(Saved entries)

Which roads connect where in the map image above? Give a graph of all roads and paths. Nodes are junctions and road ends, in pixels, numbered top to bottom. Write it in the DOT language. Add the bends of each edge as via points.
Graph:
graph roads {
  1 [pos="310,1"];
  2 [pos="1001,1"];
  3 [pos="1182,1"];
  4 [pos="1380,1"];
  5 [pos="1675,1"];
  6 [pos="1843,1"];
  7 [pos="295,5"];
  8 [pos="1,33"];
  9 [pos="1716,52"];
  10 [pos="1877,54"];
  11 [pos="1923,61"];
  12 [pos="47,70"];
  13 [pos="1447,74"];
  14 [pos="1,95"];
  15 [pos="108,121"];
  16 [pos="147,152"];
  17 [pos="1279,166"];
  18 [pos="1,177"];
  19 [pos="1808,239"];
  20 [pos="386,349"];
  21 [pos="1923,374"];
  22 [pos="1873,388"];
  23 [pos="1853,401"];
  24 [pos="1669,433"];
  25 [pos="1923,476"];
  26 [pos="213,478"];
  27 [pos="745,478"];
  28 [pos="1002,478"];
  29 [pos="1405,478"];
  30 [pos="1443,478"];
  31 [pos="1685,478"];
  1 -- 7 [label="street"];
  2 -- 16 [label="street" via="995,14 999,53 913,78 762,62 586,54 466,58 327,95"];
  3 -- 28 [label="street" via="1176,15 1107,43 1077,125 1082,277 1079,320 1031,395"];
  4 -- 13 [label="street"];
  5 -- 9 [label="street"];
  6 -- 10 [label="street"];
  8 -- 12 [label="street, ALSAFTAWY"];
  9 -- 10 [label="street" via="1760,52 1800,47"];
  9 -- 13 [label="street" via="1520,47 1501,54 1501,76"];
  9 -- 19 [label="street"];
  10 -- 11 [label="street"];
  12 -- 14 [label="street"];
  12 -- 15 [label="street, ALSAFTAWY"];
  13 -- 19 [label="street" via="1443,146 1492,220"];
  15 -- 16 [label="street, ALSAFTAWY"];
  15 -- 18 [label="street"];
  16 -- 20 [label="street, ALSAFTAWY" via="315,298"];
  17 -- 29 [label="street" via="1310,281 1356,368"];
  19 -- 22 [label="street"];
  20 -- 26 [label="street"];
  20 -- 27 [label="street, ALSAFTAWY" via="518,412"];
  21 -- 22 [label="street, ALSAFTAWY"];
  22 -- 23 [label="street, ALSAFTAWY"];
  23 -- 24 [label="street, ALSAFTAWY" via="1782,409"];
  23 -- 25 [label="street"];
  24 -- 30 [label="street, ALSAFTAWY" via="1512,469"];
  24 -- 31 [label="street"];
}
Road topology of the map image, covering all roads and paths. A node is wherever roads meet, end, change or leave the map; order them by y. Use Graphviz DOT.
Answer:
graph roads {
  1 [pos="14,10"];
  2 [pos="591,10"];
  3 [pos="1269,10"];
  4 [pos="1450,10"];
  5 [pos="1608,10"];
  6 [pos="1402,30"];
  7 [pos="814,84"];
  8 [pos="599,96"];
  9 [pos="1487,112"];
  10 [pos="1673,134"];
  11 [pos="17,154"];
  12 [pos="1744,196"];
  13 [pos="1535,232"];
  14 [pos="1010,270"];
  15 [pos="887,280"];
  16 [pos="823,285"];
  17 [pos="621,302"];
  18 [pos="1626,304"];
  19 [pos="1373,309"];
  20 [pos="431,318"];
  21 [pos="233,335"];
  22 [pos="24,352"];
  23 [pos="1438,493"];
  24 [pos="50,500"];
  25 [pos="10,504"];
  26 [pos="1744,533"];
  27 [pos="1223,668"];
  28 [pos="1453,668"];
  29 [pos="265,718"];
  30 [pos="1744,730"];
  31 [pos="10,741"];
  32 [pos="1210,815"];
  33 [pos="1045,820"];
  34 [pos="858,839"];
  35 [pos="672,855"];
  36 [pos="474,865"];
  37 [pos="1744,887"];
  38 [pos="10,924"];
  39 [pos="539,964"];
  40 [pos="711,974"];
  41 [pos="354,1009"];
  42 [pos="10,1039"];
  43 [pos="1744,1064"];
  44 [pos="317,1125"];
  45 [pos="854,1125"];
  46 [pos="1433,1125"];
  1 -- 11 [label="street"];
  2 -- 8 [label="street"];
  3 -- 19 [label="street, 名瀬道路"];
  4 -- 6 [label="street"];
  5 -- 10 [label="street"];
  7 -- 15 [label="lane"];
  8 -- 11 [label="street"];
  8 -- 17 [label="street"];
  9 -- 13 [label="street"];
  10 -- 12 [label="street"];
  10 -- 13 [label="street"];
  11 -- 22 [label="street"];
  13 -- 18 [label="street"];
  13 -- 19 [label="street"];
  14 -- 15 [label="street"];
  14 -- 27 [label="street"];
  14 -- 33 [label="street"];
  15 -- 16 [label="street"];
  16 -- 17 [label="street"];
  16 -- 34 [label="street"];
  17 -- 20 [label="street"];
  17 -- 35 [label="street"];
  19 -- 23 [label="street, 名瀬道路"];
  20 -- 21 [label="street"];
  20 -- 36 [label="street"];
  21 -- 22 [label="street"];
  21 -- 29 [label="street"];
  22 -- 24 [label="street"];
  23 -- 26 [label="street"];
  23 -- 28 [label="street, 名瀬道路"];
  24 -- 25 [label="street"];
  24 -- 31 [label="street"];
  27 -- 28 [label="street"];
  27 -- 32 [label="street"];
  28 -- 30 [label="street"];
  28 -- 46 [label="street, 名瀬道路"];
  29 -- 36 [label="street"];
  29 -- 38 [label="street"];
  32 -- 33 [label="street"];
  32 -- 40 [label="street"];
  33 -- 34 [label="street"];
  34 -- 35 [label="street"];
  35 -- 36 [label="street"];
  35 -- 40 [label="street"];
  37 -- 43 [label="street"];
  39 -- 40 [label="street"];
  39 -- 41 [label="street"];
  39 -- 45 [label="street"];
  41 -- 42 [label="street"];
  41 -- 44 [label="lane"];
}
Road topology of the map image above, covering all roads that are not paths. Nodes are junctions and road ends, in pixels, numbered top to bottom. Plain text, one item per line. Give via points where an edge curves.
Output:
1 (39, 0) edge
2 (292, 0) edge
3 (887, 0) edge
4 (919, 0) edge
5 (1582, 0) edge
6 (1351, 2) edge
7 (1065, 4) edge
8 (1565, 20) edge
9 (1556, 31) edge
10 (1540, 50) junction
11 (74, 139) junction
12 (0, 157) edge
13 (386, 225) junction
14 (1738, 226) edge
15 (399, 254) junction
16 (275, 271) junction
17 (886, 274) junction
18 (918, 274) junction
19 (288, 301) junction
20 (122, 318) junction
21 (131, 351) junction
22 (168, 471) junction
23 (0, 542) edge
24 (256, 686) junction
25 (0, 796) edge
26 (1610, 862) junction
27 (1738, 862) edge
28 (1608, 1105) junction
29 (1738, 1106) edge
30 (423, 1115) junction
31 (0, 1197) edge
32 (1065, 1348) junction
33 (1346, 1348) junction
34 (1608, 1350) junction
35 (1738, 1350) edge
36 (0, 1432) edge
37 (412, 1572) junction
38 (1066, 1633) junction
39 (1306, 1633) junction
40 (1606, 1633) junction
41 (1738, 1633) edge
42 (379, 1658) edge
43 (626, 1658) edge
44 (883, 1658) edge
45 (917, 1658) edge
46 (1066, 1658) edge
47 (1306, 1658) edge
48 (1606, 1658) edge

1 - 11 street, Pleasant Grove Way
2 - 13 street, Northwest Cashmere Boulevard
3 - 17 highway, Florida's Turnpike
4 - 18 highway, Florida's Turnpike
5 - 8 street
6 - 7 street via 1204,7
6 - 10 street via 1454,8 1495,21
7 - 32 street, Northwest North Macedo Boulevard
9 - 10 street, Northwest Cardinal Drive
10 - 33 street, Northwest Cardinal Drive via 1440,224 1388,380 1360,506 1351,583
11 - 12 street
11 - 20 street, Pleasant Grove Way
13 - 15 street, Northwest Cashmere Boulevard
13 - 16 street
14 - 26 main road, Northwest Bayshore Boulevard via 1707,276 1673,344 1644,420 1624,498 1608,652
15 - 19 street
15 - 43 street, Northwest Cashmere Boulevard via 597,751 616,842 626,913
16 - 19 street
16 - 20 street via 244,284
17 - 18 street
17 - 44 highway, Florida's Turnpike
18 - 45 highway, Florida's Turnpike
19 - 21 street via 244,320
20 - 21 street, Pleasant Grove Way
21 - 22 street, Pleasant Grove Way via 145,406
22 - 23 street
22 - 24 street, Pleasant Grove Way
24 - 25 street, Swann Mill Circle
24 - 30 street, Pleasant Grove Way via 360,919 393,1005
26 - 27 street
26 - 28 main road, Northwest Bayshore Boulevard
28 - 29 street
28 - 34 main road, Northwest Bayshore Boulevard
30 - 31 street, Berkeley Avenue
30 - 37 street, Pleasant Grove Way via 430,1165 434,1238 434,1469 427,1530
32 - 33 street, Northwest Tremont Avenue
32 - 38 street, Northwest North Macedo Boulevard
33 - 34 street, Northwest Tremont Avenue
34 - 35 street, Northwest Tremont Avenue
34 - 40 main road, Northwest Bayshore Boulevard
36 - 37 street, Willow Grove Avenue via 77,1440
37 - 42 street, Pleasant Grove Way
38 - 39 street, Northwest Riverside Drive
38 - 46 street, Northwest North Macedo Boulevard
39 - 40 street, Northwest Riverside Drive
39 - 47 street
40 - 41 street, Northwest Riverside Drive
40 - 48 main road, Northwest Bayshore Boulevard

• [EXERCISE] Find each line in the records above that contains "topology", and copy it.

• [SOLUTION]
Road topology of the map image, covering all roads and paths. A node is wherever roads meet, end, change or leave the map; order them by y. Use Graphviz DOT.
Road topology of the map image above, covering all roads that are not paths. Nodes are junctions and road ends, in pixels, numbered top to bottom. Plain text, one item per line. Give via points where an edge curves.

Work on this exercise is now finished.